(Beginning of Records for the task)

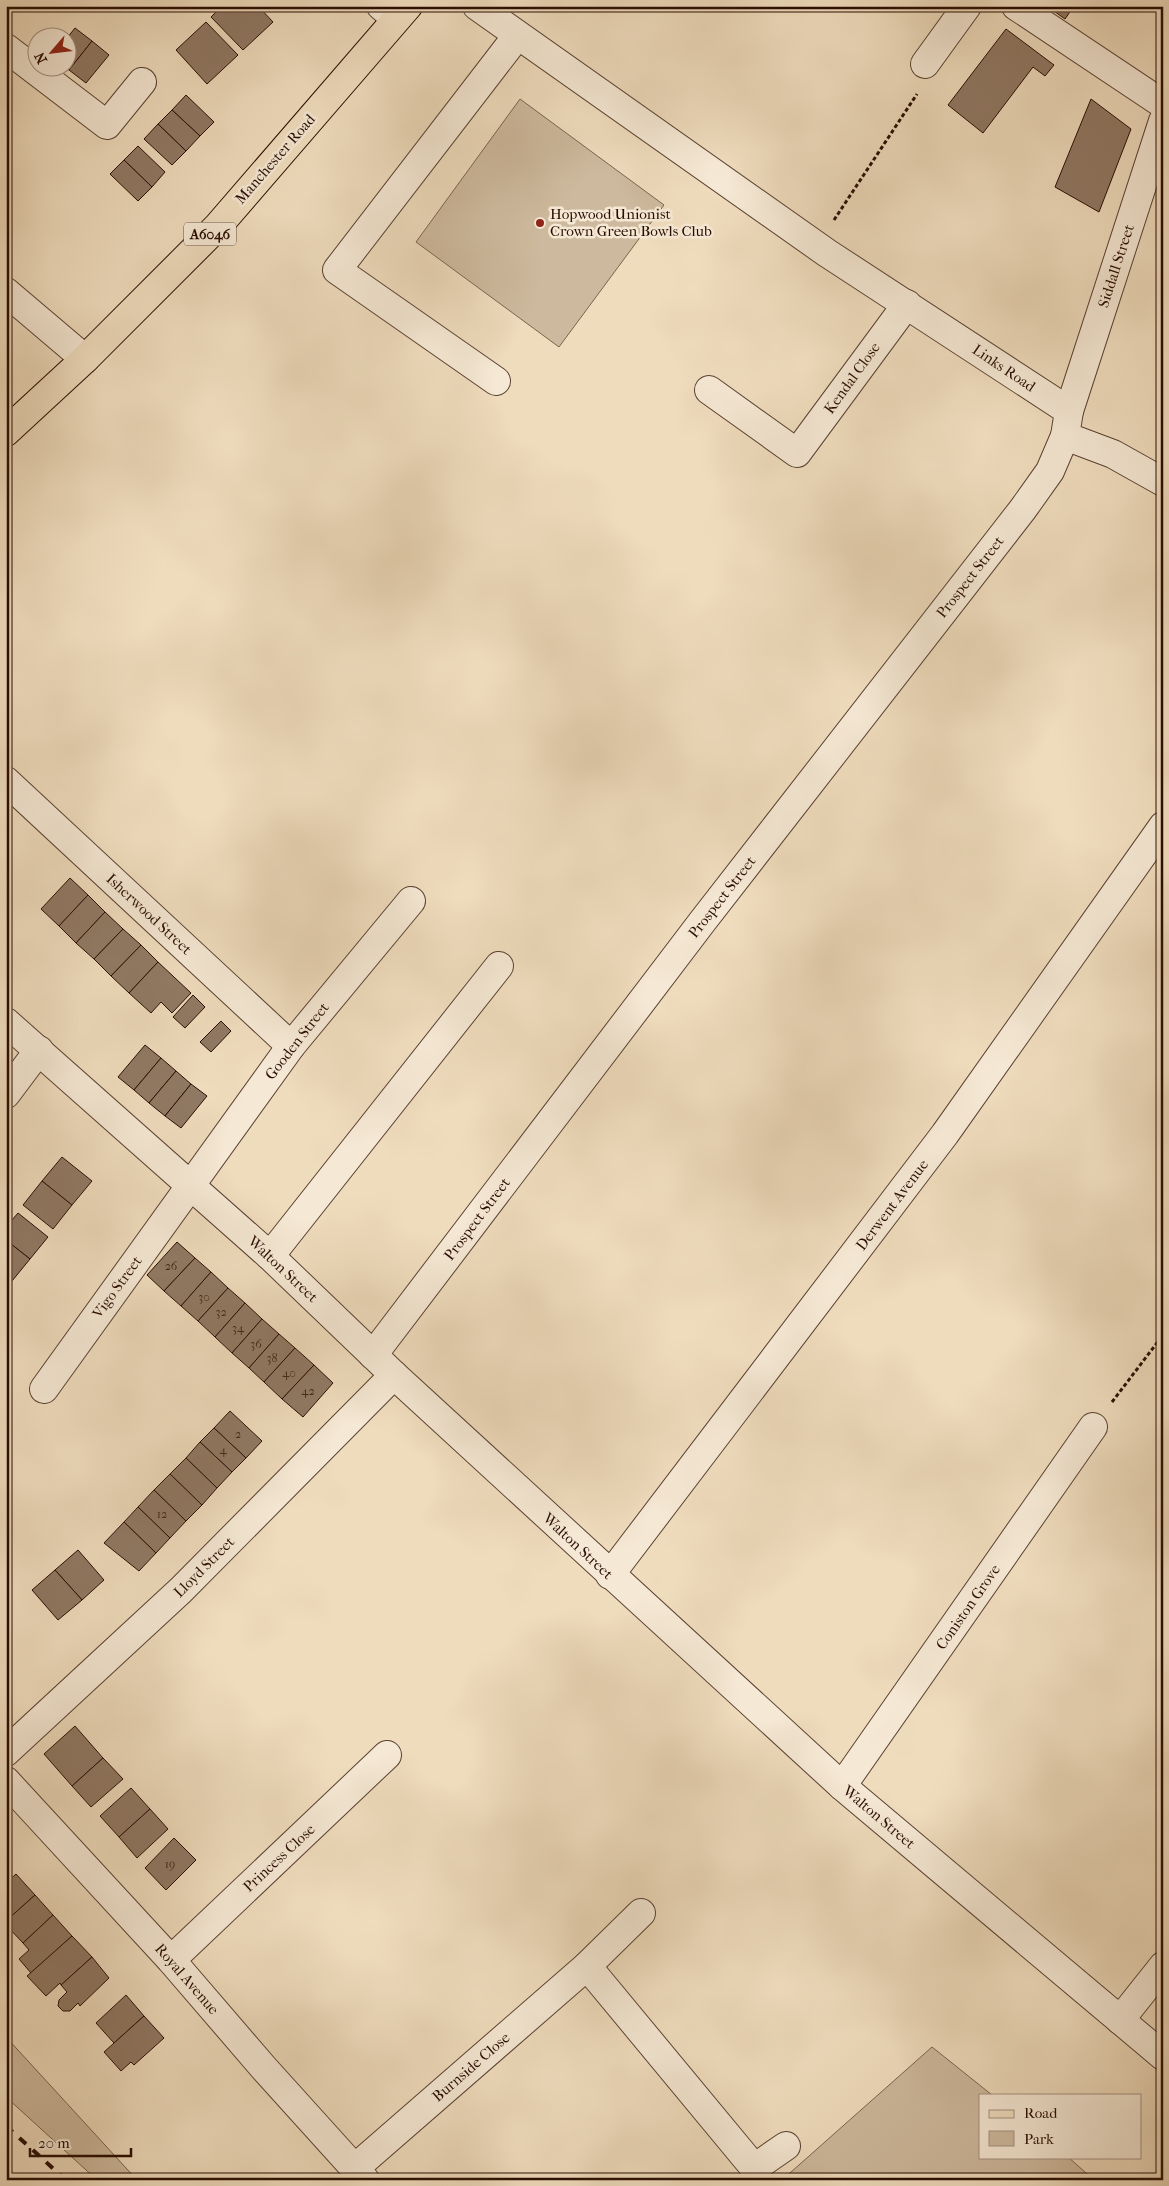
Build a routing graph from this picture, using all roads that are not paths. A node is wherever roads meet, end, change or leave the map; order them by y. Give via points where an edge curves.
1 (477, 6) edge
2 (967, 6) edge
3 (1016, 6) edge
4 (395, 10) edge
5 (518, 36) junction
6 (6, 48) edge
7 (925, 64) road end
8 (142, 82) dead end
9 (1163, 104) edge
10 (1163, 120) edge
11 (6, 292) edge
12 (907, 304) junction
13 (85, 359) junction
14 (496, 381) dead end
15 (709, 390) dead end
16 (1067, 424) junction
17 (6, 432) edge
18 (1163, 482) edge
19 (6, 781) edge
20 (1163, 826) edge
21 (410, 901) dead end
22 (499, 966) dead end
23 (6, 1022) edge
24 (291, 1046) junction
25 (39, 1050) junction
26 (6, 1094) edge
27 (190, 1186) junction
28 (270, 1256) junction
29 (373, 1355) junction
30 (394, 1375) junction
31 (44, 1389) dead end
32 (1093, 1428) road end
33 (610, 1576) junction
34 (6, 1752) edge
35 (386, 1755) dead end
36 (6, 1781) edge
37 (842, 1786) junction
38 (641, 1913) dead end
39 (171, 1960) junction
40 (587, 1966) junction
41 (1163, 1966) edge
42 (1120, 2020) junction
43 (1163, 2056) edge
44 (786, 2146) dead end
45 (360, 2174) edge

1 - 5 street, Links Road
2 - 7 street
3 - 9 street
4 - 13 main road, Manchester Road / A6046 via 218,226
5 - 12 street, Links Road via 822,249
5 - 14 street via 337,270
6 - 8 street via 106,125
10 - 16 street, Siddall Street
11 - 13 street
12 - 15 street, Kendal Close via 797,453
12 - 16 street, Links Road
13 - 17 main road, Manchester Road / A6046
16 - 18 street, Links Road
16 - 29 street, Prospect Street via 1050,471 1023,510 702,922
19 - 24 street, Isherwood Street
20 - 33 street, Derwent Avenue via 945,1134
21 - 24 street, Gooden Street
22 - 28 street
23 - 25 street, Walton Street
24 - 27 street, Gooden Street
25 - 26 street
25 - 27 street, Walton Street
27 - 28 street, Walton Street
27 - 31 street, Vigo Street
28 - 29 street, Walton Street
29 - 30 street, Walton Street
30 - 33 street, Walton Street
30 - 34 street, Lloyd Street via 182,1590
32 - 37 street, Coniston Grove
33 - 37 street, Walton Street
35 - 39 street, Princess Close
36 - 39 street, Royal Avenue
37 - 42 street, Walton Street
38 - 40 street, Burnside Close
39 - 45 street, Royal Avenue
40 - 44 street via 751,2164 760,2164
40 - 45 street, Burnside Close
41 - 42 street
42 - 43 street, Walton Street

(End of Records for the task)

- [Exercise aim]
Everything in the records except the pictures is to be repeated exactly.

- [Answer section]
Build a routing graph from this picture, using all roads that are not paths. A node is wherever roads meet, end, change or leave the map; order them by y. Give via points where an edge curves.
1 (477, 6) edge
2 (967, 6) edge
3 (1016, 6) edge
4 (395, 10) edge
5 (518, 36) junction
6 (6, 48) edge
7 (925, 64) road end
8 (142, 82) dead end
9 (1163, 104) edge
10 (1163, 120) edge
11 (6, 292) edge
12 (907, 304) junction
13 (85, 359) junction
14 (496, 381) dead end
15 (709, 390) dead end
16 (1067, 424) junction
17 (6, 432) edge
18 (1163, 482) edge
19 (6, 781) edge
20 (1163, 826) edge
21 (410, 901) dead end
22 (499, 966) dead end
23 (6, 1022) edge
24 (291, 1046) junction
25 (39, 1050) junction
26 (6, 1094) edge
27 (190, 1186) junction
28 (270, 1256) junction
29 (373, 1355) junction
30 (394, 1375) junction
31 (44, 1389) dead end
32 (1093, 1428) road end
33 (610, 1576) junction
34 (6, 1752) edge
35 (386, 1755) dead end
36 (6, 1781) edge
37 (842, 1786) junction
38 (641, 1913) dead end
39 (171, 1960) junction
40 (587, 1966) junction
41 (1163, 1966) edge
42 (1120, 2020) junction
43 (1163, 2056) edge
44 (786, 2146) dead end
45 (360, 2174) edge

1 - 5 street, Links Road
2 - 7 street
3 - 9 street
4 - 13 main road, Manchester Road / A6046 via 218,226
5 - 12 street, Links Road via 822,249
5 - 14 street via 337,270
6 - 8 street via 106,125
10 - 16 street, Siddall Street
11 - 13 street
12 - 15 street, Kendal Close via 797,453
12 - 16 street, Links Road
13 - 17 main road, Manchester Road / A6046
16 - 18 street, Links Road
16 - 29 street, Prospect Street via 1050,471 1023,510 702,922
19 - 24 street, Isherwood Street
20 - 33 street, Derwent Avenue via 945,1134
21 - 24 street, Gooden Street
22 - 28 street
23 - 25 street, Walton Street
24 - 27 street, Gooden Street
25 - 26 street
25 - 27 street, Walton Street
27 - 28 street, Walton Street
27 - 31 street, Vigo Street
28 - 29 street, Walton Street
29 - 30 street, Walton Street
30 - 33 street, Walton Street
30 - 34 street, Lloyd Street via 182,1590
32 - 37 street, Coniston Grove
33 - 37 street, Walton Street
35 - 39 street, Princess Close
36 - 39 street, Royal Avenue
37 - 42 street, Walton Street
38 - 40 street, Burnside Close
39 - 45 street, Royal Avenue
40 - 44 street via 751,2164 760,2164
40 - 45 street, Burnside Close
41 - 42 street
42 - 43 street, Walton Street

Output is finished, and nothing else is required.